If one takes the Hebrew Bible as a whole then one will understand that the last commandment was a result of its times. At the same time, it enshrines in it the lives of the various women it depicts, in all their feminine individuality and valour. So if an advertisement today tries to essentialise entire Judaism or Christianity with the last commandment of the Decalogue, then it would be seen at best as an immature intervention and at worse as hate propaganda.
Or, let us look at another religion which enjoins that a ‘bride price’ be paid before marriage. Have you ever seen an advertisement where a bride asks the officiating priest of a particular religion why should only the father of the girl accept the mandatory money from the father of the other side? Is that not like selling the girl? ‘Let us do away with this mandatory money business that looks very much like bride money’. One can only imagine how many violent protests would have filled the streets of India if only such a suggestion was made.

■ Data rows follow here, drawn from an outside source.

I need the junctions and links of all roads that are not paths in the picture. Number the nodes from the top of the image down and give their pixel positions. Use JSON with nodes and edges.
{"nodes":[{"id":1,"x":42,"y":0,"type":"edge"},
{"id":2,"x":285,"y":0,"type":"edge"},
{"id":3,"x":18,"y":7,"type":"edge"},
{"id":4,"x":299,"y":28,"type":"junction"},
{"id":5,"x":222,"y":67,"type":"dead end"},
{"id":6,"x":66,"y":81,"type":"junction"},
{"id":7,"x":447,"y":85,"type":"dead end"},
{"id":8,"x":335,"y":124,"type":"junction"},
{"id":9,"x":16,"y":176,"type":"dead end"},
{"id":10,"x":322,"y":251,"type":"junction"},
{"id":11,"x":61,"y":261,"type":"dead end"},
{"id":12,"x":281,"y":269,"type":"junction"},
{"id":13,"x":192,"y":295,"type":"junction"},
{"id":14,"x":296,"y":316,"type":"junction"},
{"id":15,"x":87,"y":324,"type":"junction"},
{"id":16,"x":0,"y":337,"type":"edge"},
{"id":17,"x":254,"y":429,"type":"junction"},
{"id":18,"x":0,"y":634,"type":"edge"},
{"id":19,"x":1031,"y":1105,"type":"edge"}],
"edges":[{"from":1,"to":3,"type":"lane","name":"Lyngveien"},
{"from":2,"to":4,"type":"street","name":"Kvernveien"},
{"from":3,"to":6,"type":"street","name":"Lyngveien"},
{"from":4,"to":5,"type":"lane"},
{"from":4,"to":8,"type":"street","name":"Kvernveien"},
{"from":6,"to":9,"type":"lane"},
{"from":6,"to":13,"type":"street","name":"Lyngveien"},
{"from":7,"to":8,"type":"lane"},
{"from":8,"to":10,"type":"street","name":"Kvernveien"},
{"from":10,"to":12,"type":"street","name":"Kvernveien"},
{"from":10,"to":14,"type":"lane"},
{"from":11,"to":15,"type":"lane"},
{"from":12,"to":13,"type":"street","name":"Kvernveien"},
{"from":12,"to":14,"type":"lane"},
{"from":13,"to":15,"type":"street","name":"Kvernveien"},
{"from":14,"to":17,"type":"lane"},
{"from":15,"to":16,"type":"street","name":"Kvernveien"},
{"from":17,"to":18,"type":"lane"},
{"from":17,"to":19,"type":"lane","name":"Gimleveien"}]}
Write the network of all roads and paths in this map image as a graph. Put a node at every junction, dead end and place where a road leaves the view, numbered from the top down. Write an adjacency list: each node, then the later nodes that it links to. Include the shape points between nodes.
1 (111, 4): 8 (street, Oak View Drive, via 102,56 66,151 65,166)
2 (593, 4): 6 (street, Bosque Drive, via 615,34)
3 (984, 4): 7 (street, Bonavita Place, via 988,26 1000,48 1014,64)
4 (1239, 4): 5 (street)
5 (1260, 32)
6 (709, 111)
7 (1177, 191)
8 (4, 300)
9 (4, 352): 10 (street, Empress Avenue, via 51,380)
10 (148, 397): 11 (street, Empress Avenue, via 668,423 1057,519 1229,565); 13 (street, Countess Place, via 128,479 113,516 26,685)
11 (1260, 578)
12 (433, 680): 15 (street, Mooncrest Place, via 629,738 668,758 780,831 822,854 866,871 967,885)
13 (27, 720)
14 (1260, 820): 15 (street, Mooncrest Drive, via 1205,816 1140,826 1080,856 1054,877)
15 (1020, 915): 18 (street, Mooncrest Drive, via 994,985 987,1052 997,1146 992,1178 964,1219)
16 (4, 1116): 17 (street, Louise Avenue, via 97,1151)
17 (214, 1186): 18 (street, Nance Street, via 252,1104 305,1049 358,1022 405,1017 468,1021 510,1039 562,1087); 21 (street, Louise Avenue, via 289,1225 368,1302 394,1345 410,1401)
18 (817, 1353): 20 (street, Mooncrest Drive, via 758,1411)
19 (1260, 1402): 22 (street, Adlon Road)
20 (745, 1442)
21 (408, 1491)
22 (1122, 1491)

But the defence, nay celebration, of kanyadaan is not dependent on comparison with the wedding rituals of other religions. By itself, the emotional, ritual, cultural, and philosophical significance of kanyadaan gives it perhaps the highest position amongst rituals that are part of a Hindu wedding. The kanyadaan, in its performance, elevates the parent-daughter relationship from emotional and filial to sacred. Remember here (and as the ad in question also shows) that there is no counterpart to the kanyadaan for the groom and his parents. This high seat of sanctity is reserved for the girl and her family. Shaming them into sharing this privilege with the boy’s family betrays an insensitivity that can only come when a ‘woke’ mind is in desperate need of a dose of outrage.
Sorry ad guys, but Hindu families are not your ‘sales pitch’.